Japanese manga artist

Tsutomu Nihei (弐瓶 勉, Nihei Tsutomu) is a Japanese manga artist. Nihei has been drawing comics professionally since the mid-1990s. In 1995, he was awarded the "Jiro Taniguchi Special Prize" in that year's Afternoon Four Seasons Award for his one-shot submission, Blame. After working as an assistant to veteran comic artist Tsutomu Takahashi, Nihei went on to launch his debut series Blame! in Monthly Afternoon in 1997. Following the success of Blame!, he next penned Wolverine: Snikt! (published by Marvel Comics) and Biomega. In 2009, Nihei returned to Monthly Afternoon to launch what would become his most successful series, Knights of Sidonia. An architectural student, Nihei's early works were mainly wordless, relying on visuals and backgrounds to tell their stories. His cyberpunk-influenced artwork has gained a strong cult following worldwide.

==Career==
Nihei worked in construction but quit to work on becoming a manga artist. He went to New York and studied at the Parsons School of Design. His experience in construction and design has shown up in his manga in his depiction of huge structures which are a strong theme in his manga works.
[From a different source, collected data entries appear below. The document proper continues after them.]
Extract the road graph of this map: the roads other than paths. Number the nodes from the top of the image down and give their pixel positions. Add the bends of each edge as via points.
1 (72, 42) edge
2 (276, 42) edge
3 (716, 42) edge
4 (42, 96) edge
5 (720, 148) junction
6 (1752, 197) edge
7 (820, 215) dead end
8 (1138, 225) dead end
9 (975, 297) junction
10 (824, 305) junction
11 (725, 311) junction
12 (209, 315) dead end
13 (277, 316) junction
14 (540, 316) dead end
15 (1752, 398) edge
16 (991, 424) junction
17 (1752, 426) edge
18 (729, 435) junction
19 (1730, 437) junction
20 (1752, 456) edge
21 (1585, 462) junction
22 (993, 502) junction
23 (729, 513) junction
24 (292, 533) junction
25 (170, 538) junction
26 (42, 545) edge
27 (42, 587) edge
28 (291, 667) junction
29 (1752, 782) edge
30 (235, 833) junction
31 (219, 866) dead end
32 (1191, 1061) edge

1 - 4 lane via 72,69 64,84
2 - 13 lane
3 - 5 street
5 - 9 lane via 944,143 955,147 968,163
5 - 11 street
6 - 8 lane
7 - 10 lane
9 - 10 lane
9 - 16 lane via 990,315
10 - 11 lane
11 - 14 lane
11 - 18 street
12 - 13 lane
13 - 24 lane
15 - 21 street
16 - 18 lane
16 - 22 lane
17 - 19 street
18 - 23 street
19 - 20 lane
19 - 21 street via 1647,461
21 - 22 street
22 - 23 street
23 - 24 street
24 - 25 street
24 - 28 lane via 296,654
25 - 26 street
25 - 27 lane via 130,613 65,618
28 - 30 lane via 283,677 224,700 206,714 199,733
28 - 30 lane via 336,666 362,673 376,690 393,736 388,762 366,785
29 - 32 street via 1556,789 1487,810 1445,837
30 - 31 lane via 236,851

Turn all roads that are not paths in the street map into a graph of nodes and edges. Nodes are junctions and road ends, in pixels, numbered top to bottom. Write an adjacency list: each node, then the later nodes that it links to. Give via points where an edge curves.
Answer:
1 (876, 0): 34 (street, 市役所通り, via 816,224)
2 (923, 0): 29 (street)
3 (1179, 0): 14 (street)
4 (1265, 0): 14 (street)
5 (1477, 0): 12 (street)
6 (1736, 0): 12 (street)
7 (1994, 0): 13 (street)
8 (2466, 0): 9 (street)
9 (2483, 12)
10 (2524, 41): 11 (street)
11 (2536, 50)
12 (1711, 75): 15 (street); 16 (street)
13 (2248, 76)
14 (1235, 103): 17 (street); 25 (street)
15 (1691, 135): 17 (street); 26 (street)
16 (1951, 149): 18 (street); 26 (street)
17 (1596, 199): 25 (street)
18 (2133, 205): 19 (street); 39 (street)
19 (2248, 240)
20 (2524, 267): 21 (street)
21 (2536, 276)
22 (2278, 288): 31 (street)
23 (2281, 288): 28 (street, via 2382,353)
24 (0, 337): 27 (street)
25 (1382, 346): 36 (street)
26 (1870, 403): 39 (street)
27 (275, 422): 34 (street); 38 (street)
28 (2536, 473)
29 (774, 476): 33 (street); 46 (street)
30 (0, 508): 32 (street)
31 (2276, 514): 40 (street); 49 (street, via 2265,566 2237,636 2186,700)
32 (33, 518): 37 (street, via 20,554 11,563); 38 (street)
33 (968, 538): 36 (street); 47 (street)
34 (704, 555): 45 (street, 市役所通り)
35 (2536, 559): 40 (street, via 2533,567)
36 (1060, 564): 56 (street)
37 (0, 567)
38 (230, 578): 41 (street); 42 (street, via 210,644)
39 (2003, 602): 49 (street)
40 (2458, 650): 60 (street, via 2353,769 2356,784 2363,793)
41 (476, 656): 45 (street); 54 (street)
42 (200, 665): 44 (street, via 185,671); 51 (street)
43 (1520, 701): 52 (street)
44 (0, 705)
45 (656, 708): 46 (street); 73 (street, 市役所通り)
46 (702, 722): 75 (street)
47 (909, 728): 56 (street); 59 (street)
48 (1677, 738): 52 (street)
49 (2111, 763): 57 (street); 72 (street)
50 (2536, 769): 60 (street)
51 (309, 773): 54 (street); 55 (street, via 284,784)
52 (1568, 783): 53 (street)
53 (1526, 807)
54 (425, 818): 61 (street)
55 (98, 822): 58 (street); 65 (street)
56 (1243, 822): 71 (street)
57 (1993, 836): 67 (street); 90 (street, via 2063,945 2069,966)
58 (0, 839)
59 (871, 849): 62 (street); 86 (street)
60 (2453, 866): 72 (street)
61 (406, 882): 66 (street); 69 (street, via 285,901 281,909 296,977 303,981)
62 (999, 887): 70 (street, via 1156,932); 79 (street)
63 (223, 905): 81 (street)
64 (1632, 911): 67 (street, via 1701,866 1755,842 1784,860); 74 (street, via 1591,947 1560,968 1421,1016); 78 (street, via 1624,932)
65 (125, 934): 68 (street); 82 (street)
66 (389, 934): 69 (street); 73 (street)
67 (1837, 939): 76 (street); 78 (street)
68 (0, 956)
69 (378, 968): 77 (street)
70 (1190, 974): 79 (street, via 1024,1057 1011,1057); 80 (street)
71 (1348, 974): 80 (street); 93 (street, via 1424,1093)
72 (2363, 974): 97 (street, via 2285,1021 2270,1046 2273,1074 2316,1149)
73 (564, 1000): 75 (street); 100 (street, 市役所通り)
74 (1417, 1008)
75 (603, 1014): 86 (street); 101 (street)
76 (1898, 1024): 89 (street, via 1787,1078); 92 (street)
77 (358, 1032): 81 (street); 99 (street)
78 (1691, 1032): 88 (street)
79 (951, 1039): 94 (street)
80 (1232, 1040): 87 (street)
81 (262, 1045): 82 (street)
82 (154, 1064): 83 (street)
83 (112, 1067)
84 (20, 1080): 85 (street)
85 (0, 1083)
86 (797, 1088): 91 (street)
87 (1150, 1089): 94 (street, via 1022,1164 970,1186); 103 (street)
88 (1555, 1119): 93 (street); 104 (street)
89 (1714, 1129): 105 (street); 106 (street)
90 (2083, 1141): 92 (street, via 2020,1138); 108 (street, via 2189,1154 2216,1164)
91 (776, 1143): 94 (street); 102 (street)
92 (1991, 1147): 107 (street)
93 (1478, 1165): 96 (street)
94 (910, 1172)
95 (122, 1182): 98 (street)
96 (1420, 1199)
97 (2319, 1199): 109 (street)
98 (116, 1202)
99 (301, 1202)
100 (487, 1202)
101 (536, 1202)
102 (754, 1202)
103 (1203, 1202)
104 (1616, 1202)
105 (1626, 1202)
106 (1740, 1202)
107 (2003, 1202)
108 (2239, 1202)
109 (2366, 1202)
Nihei has several sources of inspiration, including manga, American comics and Franco-Belgian bandes dessinées. Japanese comics that strongly influenced him include Akira, Nausicaä of the Valley of the Wind and Ghost in the Shell. He was also enormously inspired by Swiss artist H. R. Giger, best known for his airbrush images of humans and machines connected in cold biomechanical relationships. Other sources of inspirations include Hard science fiction novels, Ridley Scott's Blade Runner, French artist Jean "Mœbius" Giraud and Clive Barker of Hellraiser fame. Nihei is also a big video games fan, and mentioned Metroid and the Halo franchise among his favorites. In the mid-2000s, during a trip to the United States, he met the Halo design team, who directly offered him to participate in The Halo Graphic Novel project when they found out that he was a huge fan of the game.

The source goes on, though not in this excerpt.